Oh, and you also get a great video game console with your purchase. The Xbox One S is slimmer than its predecessors, and its black and white design makes for a surprisingly stylish addition to your home entertainment console. Its internal capacity limit of 2TB means you can stop micro-managing the games and other content you download onto the drive.
|Can stream 4K content||Can’t play games in 4K|
|HDR support for videos and games|
A ton of applications? Check. An affordable price? Check. Support for your own media on external storage too? You bet. The Tivo Stream 4K is a great streamer that deserves a place in this hall of the best streaming devices. And unlike some streaming devices, it has HBO and Peacock. Sling users will appreciate its live TV integration, and the Google Assistant is there to follow through on your voice commands.
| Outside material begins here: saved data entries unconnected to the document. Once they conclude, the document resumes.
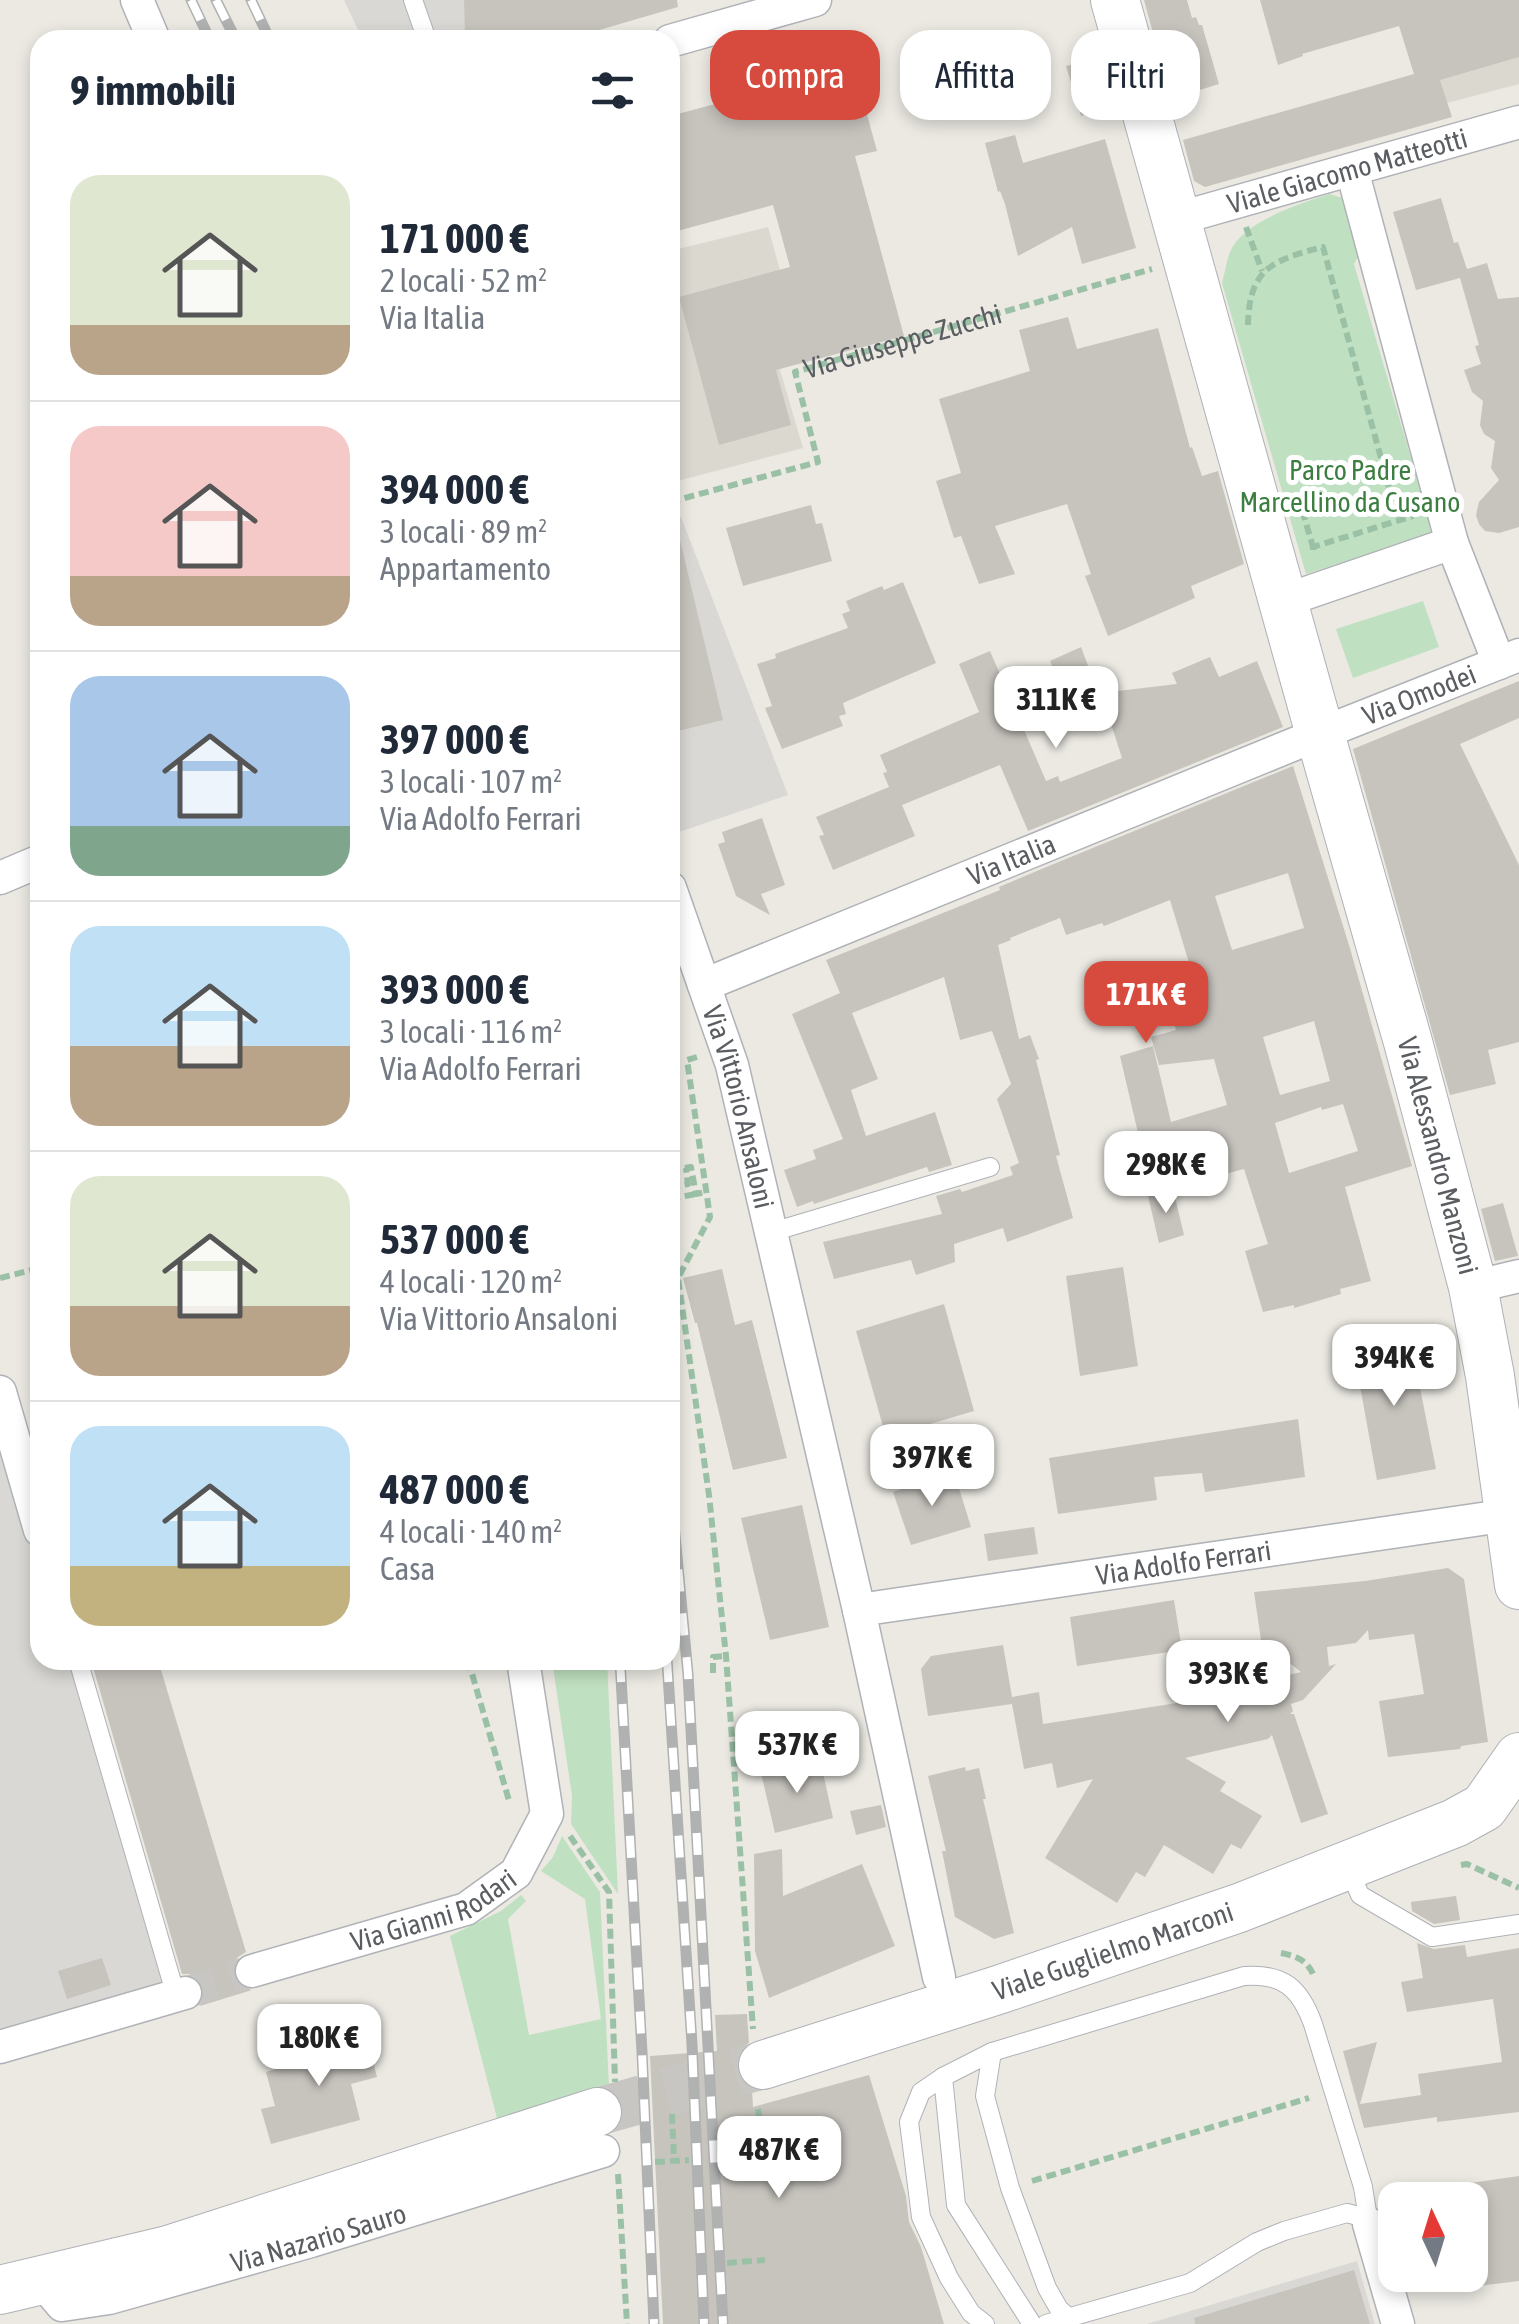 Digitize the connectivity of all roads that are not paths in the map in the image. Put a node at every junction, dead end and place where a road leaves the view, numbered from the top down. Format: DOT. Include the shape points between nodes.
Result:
graph roads {
  1 [pos="136,0"];
  2 [pos="414,0"];
  3 [pos="815,0"];
  4 [pos="1115,0"];
  5 [pos="150,30"];
  6 [pos="424,30"];
  7 [pos="680,38"];
  8 [pos="1519,122"];
  9 [pos="1352,170"];
  10 [pos="1182,239"];
  11 [pos="1452,544"];
  12 [pos="1283,601"];
  13 [pos="1509,659"];
  14 [pos="1320,734"];
  15 [pos="30,865"];
  16 [pos="0,878"];
  17 [pos="680,917"];
  18 [pos="704,985"];
  19 [pos="990,1167"];
  20 [pos="772,1232"];
  21 [pos="1519,1276"];
  22 [pos="1473,1287"];
  23 [pos="0,1392"];
  24 [pos="30,1496"];
  25 [pos="1509,1515"];
  26 [pos="1519,1585"];
  27 [pos="859,1610"];
  28 [pos="81,1670"];
  29 [pos="524,1670"];
  30 [pos="1517,1782"];
  31 [pos="1347,1865"];
  32 [pos="1519,1924"];
  33 [pos="252,1971"];
  34 [pos="939,1978"];
  35 [pos="181,1994"];
  36 [pos="0,2047"];
  37 [pos="992,2052"];
  38 [pos="943,2077"];
  39 [pos="759,2084"];
  40 [pos="608,2129"];
  41 [pos="1369,2224"];
  42 [pos="20,2285"];
  43 [pos="1068,2318"];
  44 [pos="985,2324"];
  45 [pos="1032,2324"];
  46 [pos="1046,2324"];
  47 [pos="1398,2324"];
  1 -- 5 [label="street"];
  2 -- 6 [label="lane"];
  3 -- 7 [label="street"];
  4 -- 10 [label="street"];
  8 -- 9 [label="street, Viale Giacomo Matteotti"];
  9 -- 10 [label="street, Viale Giacomo Matteotti" via="1236,202"];
  9 -- 11 [label="street"];
  10 -- 12 [label="street"];
  11 -- 12 [label="street"];
  11 -- 13 [label="street"];
  12 -- 14 [label="street"];
  13 -- 14 [label="street, Via Omodei"];
  14 -- 18 [label="street, Via Italia"];
  14 -- 22 [label="street, Via Alessandro Manzoni"];
  15 -- 16 [label="street"];
  17 -- 18 [label="street, Via Vittorio Ansaloni"];
  18 -- 20 [label="street, Via Vittorio Ansaloni" via="732,1066"];
  19 -- 20 [label="lane, Via Vittorio Ansaloni"];
  20 -- 27 [label="street, Via Vittorio Ansaloni"];
  21 -- 22 [label="street"];
  22 -- 25 [label="street, Via Alessandro Manzoni"];
  23 -- 24 [label="street"];
  25 -- 26 [label="street, Via Alessandro Manzoni"];
  25 -- 27 [label="street, Via Adolfo Ferrari"];
  27 -- 34 [label="street, Via Vittorio Ansaloni"];
  28 -- 35 [label="lane"];
  29 -- 33 [label="street, Via Gianni Rodari" via="547,1814 516,1873 466,1909"];
  30 -- 31 [label="street, Viale Guglielmo Marconi" via="1455,1824"];
  31 -- 32 [label="lane" via="1360,1895 1432,1937"];
  31 -- 39 [label="street, Viale Guglielmo Marconi"];
  35 -- 36 [label="street"];
  37 -- 38 [label="lane"];
  37 -- 41 [label="lane" via="1244,1976 1283,1981 1313,2024"];
  37 -- 43 [label="lane" via="984,2096 1010,2188 1047,2288"];
  38 -- 44 [label="lane" via="921,2092 909,2122 921,2217 948,2278"];
  38 -- 45 [label="lane" via="956,2205"];
  40 -- 42 [label="street, Via Nazario Sauro"];
  41 -- 43 [label="lane" via="1347,2213 1284,2231 1190,2282"];
  41 -- 47 [label="street"];
  43 -- 46 [label="lane"];
}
We just wish that the Stream 4K had a better interface for its Stream app that aggregates content, and that its recommendations were a little more on the nose. Plus, YouTube TV, Hulu with Live TV and Fubo TV don’t get the red carpet treatment that Sling gets in the Guide section. If it weren’t for the Chromecast with Google TV, the Tivo Stream 4K would be a lot more interesting, but for now it lives in the new Chromecast’s long shadow.
|Speedy 4K streaming||Poor recommendations|
|Supports most if not all services and apps|
Free for Comcast Xfinity Internet customers, the Flex is a very cheap way to get access to streaming services such as Amazon Prime Video and Netflix. Plus, the Flex lets you monitor and control other devices connected to your home network.
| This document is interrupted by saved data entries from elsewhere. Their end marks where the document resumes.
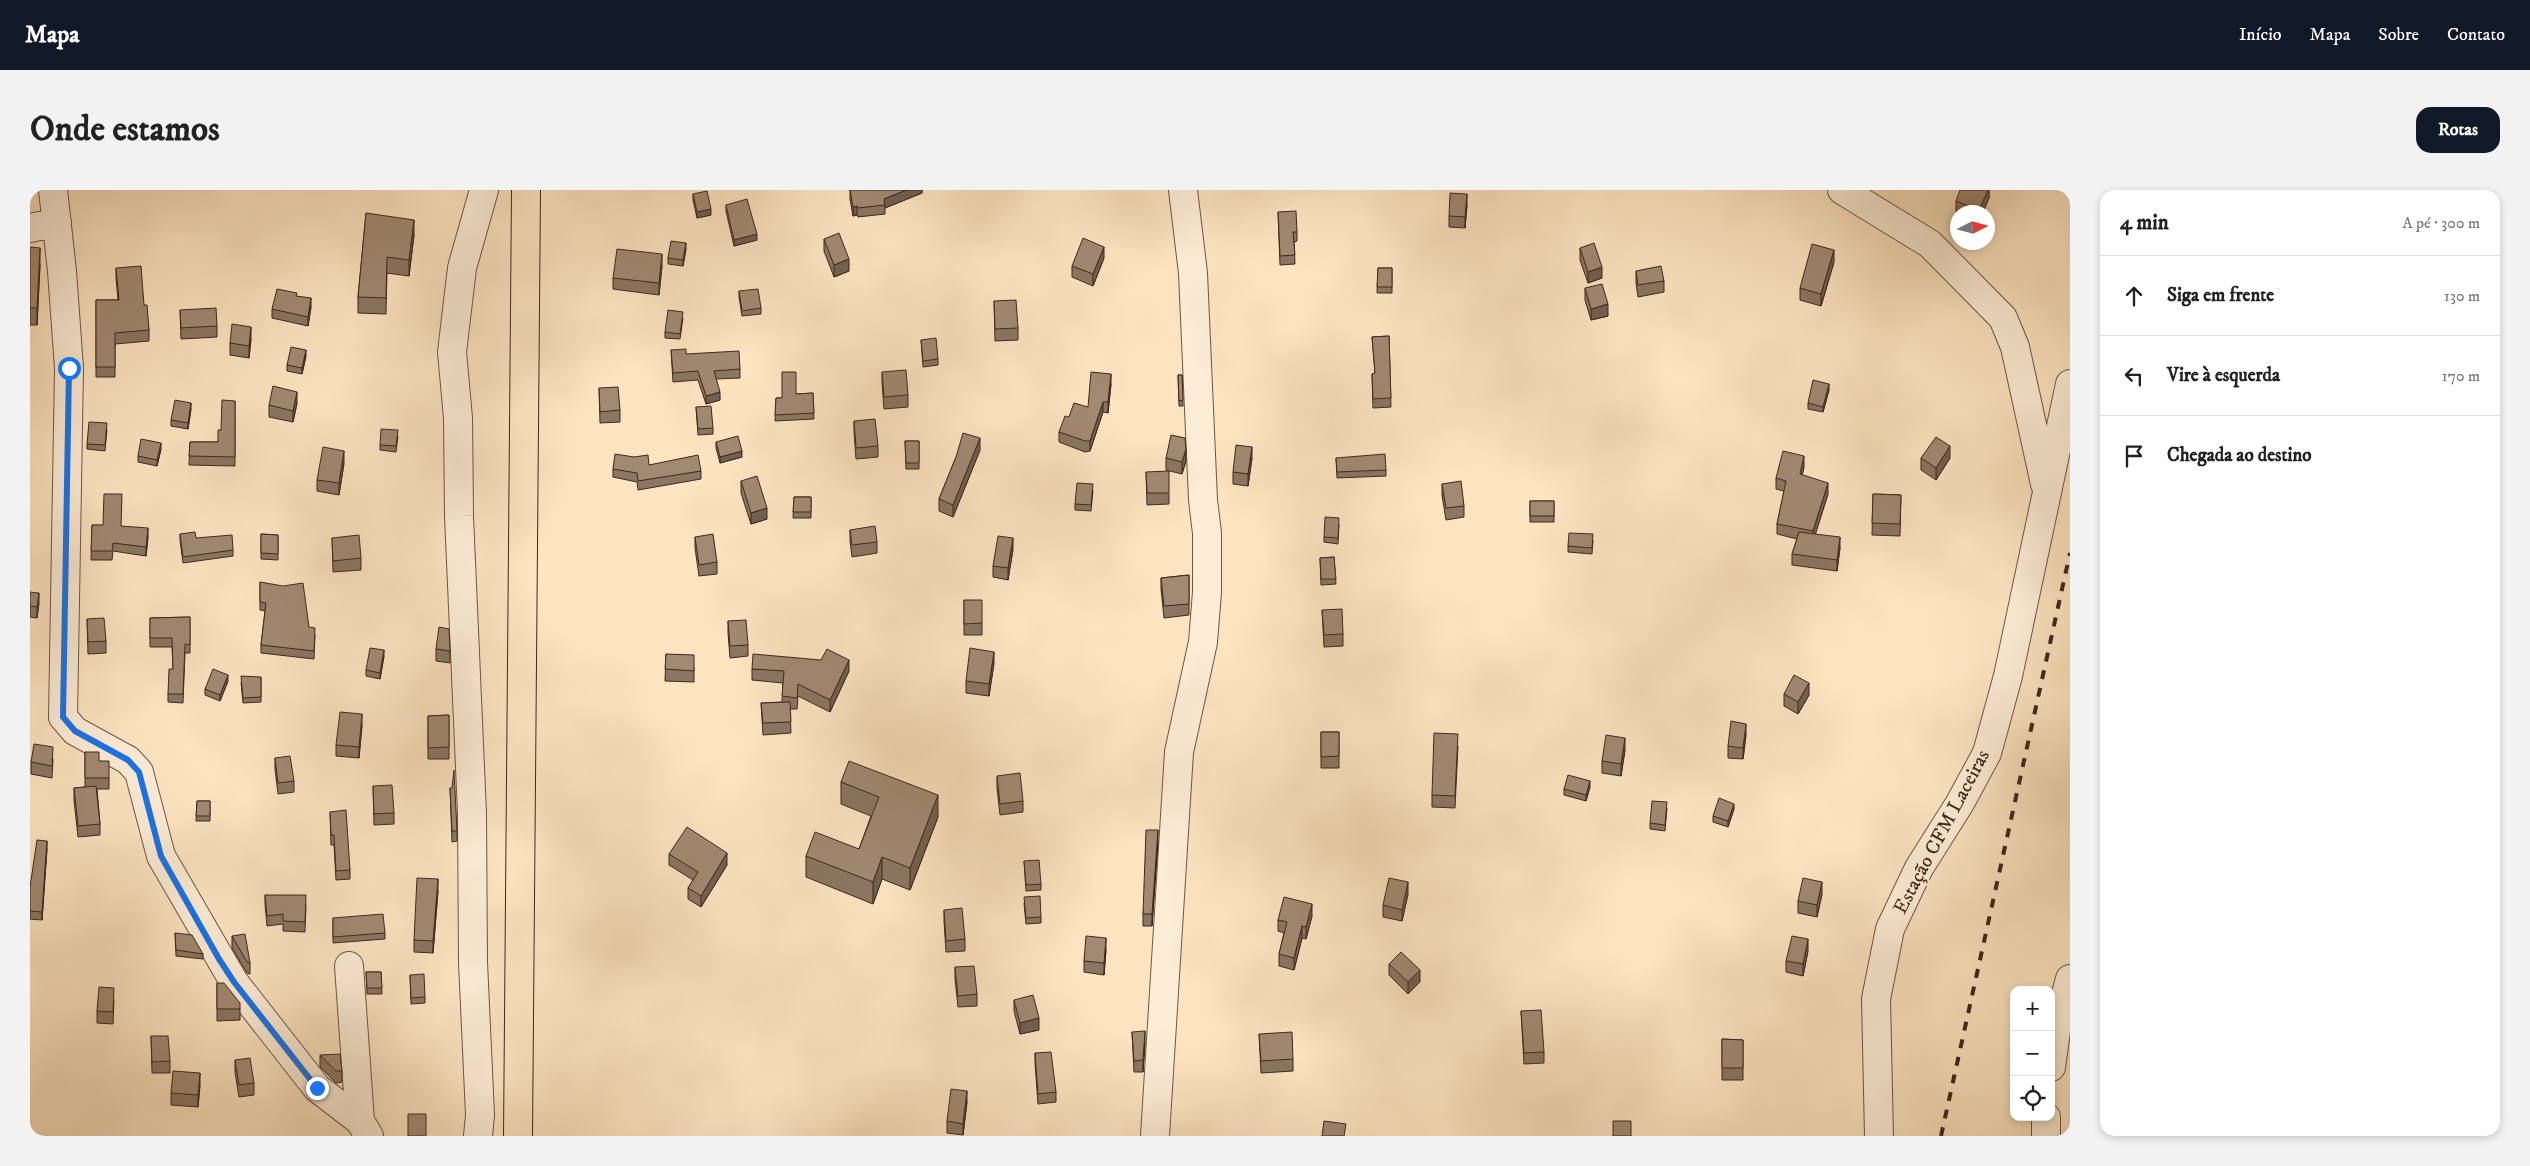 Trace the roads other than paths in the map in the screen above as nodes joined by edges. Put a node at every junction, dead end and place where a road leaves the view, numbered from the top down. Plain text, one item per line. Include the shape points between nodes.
1 (53, 190) edge
2 (484, 190) edge
3 (526, 190) edge
4 (1183, 190) edge
5 (1842, 190) edge
6 (57, 222) junction
7 (30, 228) edge
8 (2070, 384) edge
9 (2046, 490) junction
10 (349, 966) dead end
11 (2070, 979) edge
12 (2055, 1038) edge
13 (2046, 1121) edge
14 (364, 1128) edge
15 (478, 1136) edge
16 (518, 1136) edge
17 (1155, 1136) edge
18 (1879, 1136) edge
19 (2046, 1136) edge

1 - 6 street
2 - 15 street via 462,268 452,352 458,418 472,813 472,962 480,1115
3 - 16 main road
4 - 17 street via 1193,273 1203,500 1208,533 1207,592 1203,642 1179,752
5 - 9 street via 1930,244 2003,318 2015,347
6 - 7 street
6 - 14 street via 69,368 63,717 75,731 128,760 139,772 161,856 234,982 317,1088
8 - 9 street, Estação CFM Laceiras
9 - 18 street, Estação CFM Laceiras via 2008,676 1987,754 1919,868 1890,929 1876,999
10 - 14 street
11 - 12 street
13 - 19 street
However, the Flex has far fewer services than other streaming devices—there’s no Disney+, nor is there Spotify, to name a few—which limits its usefulness. But, almost to make up for any gaps, Flex devices get early access to the latest streaming service, as NBC’s Peacock is here well before its official nationwide July 15 debut. Yes, Comcast is giving Peacock Premium to Flex devices (it should arrive soon if it hasn’t already) for free. Still, because it’s free, there’s no harm in picking one up and waiting for other streaming services to arrive.
|Lets you control xFi products||Limited apps|
Trust me, as someone who uses at least one device from every streaming platform, if you can limit yourself to just one device, your entertainment cabinet or counter will look a lot nicer. Oh, and you can rearrange the heck out of the Roku home screen, putting apps in your order of preference, which you can’t on Fire TV. We also really like the new Chromecast with Google TV. Its remote enables you to put down your phone already and focus on what you’re watching.